Chronic Kidney Disease / Renal Impairment
- For patients with CKD stage 5 who are not for dialysis (conservative kidney management), AKPS and SAS are essential tools for monitoring symptom burden and functional decline.
- SPICT-Au includes renal-specific indicators (eGFR < 15 mL/min/1.73 m², declining function on maximum tolerated therapy).
- Uraemic symptoms (nausea, pruritus, fatigue, restless legs) may dominate the SAS profile; score these separately from disease-related symptoms.
Advanced Liver Disease
- Child-Pugh C or MELD score > 20 with declining function should trigger SPICT assessment.
- AKPS and SAS are appropriate; hepatic encephalopathy may impair self-report — use proxy SAS scoring.
- PCPSS spiritual/existential domain often elevated in patients with alcohol-related liver disease; sensitive exploration is needed.
Immunocompromised / HIV
- In advanced HIV (WHO Stage 4, CD4 < 50), AKPS and SAS help monitor palliative care needs alongside ART.
- SPICT can be applied to identify patients with HIV who may benefit from concurrent palliative care.
- PCPSS psychological domain is often elevated; address stigma, disclosure concerns, and social isolation.
Aboriginal and Torres Strait Islander Health Considerations
Aboriginal and Torres Strait Islander Australians experience a disproportionate burden of life-limiting illness and face significant barriers to accessing culturally safe palliative care.

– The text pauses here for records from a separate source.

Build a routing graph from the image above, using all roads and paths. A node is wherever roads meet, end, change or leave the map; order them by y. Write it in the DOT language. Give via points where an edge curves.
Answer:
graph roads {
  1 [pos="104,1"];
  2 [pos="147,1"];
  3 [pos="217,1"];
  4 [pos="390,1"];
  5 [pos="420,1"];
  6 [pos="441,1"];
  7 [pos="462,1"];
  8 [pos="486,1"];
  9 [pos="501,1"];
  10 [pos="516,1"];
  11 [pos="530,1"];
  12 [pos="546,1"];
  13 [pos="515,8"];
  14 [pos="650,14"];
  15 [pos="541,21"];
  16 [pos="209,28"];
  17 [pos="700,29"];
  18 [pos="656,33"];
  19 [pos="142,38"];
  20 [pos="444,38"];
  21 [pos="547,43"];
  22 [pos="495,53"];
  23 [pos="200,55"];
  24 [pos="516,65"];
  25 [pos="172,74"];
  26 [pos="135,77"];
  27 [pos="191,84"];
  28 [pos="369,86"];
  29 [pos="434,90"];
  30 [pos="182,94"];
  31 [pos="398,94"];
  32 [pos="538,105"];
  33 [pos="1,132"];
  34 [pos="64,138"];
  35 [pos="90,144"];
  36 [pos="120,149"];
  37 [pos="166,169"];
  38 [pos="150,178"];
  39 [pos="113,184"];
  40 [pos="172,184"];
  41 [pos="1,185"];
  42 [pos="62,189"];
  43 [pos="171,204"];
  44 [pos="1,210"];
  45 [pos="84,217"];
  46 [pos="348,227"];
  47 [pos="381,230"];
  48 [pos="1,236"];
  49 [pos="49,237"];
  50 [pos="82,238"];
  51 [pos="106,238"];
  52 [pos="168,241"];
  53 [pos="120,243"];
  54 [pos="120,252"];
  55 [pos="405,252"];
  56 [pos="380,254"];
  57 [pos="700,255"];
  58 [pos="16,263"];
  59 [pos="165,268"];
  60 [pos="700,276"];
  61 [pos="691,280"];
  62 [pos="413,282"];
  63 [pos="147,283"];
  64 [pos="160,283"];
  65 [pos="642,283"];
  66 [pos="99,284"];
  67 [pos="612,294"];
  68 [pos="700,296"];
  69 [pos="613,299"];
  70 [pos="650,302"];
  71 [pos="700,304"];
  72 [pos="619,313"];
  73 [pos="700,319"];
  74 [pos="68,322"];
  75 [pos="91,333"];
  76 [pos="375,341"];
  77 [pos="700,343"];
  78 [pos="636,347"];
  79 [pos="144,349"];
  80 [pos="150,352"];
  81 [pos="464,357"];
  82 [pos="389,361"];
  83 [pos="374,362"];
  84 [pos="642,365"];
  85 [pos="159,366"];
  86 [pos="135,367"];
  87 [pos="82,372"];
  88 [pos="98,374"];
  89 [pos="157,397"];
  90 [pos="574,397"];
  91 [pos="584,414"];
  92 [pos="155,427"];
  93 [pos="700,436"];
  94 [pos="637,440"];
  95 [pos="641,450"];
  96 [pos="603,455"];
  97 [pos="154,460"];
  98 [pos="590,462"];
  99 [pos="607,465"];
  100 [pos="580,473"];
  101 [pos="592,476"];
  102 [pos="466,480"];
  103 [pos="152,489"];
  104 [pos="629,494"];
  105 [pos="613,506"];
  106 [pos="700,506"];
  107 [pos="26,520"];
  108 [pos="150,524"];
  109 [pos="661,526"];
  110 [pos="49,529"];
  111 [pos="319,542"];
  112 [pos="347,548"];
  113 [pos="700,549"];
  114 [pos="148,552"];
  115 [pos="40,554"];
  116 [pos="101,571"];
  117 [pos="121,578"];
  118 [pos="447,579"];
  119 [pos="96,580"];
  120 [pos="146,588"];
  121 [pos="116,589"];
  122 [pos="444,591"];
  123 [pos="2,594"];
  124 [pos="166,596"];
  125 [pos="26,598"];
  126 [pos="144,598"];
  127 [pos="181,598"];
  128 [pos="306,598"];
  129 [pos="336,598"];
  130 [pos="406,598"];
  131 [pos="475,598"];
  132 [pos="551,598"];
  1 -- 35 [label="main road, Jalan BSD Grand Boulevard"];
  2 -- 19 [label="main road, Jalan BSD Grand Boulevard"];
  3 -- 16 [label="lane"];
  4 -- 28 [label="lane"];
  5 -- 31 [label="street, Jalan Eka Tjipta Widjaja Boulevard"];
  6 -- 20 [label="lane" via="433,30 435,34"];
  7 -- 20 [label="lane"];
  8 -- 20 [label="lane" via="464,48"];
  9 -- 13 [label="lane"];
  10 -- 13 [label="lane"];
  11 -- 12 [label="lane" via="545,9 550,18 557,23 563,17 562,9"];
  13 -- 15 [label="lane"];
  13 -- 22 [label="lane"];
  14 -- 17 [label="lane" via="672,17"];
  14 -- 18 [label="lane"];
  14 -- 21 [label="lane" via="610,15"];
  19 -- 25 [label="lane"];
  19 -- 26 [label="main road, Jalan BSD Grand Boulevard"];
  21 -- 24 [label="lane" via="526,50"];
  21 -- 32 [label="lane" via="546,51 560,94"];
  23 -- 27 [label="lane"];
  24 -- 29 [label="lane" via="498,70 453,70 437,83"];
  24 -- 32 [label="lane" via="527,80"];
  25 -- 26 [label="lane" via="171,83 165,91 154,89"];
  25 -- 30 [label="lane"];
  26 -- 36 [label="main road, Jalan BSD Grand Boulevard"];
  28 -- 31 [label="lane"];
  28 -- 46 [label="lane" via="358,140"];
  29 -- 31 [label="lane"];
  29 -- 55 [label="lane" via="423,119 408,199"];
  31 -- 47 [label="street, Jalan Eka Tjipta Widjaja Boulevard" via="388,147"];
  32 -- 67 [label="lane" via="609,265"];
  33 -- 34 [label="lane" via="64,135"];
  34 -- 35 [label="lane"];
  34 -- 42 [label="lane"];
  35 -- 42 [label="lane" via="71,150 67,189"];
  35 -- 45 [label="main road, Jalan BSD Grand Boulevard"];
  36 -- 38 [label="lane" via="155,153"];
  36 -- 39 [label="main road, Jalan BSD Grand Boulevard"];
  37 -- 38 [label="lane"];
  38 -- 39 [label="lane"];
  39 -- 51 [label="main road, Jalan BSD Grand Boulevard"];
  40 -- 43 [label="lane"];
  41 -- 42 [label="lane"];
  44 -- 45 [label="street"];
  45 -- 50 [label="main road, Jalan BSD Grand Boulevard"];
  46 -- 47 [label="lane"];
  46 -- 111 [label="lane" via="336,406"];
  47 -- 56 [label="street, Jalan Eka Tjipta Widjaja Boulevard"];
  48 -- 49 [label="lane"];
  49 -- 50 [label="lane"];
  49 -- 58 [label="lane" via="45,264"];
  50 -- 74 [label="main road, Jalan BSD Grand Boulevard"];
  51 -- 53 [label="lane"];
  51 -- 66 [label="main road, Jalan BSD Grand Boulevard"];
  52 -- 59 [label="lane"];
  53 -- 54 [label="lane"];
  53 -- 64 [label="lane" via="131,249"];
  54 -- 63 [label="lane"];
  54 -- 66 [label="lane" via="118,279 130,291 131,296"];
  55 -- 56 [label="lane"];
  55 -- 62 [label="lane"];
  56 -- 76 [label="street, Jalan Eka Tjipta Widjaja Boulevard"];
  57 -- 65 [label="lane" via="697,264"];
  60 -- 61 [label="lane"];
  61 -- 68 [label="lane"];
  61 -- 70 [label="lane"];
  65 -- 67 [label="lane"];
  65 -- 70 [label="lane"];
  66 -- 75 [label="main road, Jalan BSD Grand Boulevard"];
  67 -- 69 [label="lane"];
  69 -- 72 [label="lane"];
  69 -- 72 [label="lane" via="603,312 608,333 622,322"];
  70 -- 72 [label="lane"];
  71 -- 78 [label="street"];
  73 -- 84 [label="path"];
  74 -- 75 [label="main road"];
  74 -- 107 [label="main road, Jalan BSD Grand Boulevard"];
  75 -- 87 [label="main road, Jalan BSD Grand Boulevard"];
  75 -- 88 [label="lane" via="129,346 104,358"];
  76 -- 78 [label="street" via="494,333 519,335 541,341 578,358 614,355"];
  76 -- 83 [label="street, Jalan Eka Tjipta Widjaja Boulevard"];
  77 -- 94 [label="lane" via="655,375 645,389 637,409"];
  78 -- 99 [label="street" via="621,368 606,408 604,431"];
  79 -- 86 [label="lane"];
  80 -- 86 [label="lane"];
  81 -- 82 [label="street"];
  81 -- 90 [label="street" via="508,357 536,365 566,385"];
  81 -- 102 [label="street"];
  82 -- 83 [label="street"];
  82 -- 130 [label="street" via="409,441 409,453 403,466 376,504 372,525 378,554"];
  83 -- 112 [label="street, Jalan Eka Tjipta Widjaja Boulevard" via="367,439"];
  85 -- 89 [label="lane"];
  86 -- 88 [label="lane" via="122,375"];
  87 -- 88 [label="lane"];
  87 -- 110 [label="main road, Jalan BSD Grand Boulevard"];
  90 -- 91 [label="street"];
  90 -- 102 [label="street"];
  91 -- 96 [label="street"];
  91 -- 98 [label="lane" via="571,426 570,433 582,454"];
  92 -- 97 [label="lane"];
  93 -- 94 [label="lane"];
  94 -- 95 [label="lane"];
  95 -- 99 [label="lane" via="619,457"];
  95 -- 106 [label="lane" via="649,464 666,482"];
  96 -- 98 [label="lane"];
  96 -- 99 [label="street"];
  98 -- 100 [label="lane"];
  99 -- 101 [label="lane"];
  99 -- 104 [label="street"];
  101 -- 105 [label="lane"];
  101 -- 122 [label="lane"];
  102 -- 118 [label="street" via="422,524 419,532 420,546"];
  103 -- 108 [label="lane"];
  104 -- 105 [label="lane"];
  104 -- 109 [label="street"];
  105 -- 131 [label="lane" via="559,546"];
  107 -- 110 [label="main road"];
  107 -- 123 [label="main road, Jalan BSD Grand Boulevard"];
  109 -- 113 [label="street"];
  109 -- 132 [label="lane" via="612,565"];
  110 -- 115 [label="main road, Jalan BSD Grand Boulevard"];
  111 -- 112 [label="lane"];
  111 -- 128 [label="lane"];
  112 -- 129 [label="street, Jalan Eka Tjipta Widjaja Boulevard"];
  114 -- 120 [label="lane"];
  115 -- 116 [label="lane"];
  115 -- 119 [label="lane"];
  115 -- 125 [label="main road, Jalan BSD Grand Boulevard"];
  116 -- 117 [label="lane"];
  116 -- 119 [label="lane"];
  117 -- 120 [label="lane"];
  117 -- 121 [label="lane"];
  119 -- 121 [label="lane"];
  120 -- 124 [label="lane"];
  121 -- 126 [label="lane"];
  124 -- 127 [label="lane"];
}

The AIHW reports that Indigenous Australians die from life-limiting conditions at 1.5–3 times the rate of non-Indigenous Australians, yet access specialist palliative care at significantly lower rates. Assessment tools must be applied with cultural sensitivity, and the concept of "wellbeing" in many Indigenous communities extends beyond individual physical symptoms to encompass family, Country, spirituality, and connection to community.